## What to do
Report each line from the data below that holds the word "Atotonilco".

## Stored items
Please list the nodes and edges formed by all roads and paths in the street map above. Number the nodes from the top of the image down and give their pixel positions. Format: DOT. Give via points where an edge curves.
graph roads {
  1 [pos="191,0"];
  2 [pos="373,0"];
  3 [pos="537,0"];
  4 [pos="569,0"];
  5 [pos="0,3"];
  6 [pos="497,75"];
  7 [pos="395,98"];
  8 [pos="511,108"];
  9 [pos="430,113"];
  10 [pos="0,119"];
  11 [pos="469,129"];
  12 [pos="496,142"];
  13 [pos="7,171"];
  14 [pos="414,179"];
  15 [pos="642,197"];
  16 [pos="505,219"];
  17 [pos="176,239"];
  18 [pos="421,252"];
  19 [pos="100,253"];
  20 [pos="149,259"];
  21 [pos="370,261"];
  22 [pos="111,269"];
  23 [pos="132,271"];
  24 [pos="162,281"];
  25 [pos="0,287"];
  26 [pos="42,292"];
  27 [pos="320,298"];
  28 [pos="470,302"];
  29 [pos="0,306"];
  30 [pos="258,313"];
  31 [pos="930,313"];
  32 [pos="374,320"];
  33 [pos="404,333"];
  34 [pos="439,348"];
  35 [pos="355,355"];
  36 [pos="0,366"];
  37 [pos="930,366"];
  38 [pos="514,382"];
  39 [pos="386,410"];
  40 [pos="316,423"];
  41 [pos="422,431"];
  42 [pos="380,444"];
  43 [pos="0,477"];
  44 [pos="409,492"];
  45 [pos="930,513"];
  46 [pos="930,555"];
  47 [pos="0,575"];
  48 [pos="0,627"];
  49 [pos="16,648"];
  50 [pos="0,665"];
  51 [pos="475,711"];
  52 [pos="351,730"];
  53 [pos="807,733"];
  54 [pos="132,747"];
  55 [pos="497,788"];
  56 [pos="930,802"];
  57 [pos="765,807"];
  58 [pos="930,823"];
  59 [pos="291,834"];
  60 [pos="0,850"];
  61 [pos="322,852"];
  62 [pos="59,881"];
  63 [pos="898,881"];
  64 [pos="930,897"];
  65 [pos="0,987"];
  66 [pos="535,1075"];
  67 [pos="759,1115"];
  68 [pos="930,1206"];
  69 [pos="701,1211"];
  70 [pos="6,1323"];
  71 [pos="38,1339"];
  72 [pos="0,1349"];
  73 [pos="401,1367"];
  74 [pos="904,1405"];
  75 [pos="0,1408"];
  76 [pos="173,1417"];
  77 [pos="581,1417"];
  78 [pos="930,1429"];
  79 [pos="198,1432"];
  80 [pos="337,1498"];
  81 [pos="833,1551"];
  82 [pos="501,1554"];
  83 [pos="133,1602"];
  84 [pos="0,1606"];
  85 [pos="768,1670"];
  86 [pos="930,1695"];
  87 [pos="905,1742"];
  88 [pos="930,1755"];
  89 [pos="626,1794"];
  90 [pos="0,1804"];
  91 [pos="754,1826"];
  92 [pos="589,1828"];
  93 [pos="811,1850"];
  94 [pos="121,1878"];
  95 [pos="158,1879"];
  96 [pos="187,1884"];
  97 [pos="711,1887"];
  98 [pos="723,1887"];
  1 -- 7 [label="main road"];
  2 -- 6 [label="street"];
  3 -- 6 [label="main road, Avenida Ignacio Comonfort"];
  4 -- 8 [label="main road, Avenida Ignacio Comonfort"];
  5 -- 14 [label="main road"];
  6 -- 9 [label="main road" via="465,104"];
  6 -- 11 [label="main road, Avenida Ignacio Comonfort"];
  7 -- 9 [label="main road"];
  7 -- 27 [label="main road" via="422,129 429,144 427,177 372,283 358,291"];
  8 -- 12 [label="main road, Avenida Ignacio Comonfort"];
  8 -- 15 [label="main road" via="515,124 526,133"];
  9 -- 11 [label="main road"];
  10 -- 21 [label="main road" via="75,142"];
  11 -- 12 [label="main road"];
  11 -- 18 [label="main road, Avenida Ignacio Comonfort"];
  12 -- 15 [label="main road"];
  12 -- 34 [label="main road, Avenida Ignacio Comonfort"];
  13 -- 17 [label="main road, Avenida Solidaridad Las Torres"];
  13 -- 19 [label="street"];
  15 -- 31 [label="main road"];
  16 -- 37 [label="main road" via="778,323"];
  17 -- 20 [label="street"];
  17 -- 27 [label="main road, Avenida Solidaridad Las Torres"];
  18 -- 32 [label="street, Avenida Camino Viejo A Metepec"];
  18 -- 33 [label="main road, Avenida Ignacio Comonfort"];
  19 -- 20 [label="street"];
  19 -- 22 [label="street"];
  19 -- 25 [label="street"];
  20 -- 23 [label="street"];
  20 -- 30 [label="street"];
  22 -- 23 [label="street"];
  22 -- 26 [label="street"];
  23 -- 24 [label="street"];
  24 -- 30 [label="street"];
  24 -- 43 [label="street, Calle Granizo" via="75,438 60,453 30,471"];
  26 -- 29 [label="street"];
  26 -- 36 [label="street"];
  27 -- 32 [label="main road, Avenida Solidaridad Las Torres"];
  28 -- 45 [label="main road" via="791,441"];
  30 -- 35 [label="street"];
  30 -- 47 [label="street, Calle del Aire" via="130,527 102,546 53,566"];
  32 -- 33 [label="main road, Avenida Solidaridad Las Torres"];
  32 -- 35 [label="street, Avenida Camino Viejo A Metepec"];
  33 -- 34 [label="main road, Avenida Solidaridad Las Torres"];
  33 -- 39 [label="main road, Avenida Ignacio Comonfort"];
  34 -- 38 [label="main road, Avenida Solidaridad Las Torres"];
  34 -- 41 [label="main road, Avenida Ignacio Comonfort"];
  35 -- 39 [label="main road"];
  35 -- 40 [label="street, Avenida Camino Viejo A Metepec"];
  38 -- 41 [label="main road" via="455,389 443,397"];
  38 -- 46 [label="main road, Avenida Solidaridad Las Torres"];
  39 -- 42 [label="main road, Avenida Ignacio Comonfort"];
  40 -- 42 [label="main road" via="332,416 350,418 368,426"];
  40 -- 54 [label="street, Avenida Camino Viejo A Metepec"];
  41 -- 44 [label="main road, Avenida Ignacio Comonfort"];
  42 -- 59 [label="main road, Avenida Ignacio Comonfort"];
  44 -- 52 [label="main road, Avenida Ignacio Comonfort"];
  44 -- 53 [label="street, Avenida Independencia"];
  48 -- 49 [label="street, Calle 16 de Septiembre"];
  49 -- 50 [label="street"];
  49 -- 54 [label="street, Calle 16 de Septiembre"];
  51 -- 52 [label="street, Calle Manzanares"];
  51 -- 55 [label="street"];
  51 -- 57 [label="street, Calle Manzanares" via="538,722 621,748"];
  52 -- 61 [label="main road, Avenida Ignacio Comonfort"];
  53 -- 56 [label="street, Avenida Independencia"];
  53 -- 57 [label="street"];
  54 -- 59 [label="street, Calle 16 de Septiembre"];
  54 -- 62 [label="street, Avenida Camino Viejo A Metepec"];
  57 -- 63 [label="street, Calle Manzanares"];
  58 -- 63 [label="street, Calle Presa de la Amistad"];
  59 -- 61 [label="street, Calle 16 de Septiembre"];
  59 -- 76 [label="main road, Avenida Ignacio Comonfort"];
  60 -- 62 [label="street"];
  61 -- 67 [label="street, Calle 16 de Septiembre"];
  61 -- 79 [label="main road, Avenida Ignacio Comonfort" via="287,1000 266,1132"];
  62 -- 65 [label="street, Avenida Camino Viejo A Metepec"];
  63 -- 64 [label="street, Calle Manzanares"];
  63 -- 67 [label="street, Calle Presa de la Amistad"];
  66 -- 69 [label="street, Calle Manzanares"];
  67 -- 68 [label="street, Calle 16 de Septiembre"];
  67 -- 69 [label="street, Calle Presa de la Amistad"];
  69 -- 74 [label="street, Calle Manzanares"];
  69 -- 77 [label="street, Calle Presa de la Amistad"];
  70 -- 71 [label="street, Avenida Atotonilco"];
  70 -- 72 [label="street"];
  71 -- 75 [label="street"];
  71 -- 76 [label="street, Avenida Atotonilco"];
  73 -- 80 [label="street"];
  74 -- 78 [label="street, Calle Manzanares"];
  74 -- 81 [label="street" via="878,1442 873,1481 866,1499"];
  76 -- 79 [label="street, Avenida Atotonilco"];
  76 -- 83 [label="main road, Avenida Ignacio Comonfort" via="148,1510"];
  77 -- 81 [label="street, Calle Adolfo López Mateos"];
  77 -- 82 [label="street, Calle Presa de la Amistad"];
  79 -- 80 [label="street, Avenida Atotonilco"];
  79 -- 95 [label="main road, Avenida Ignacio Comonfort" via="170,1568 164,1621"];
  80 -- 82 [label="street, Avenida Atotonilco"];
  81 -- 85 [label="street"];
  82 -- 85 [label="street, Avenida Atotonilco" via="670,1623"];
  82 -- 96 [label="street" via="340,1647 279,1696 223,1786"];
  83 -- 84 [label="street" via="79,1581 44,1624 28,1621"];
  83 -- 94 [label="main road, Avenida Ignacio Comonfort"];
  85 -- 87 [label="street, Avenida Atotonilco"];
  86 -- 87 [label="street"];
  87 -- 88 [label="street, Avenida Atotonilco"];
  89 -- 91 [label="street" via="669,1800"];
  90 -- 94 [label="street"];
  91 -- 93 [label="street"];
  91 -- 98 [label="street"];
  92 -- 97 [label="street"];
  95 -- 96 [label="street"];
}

## Output for this task
  70 -- 71 [label="street, Avenida Atotonilco"];
  71 -- 76 [label="street, Avenida Atotonilco"];
  76 -- 79 [label="street, Avenida Atotonilco"];
  79 -- 80 [label="street, Avenida Atotonilco"];
  80 -- 82 [label="street, Avenida Atotonilco"];
  82 -- 85 [label="street, Avenida Atotonilco" via="670,1623"];
  85 -- 87 [label="street, Avenida Atotonilco"];
  87 -- 88 [label="street, Avenida Atotonilco"];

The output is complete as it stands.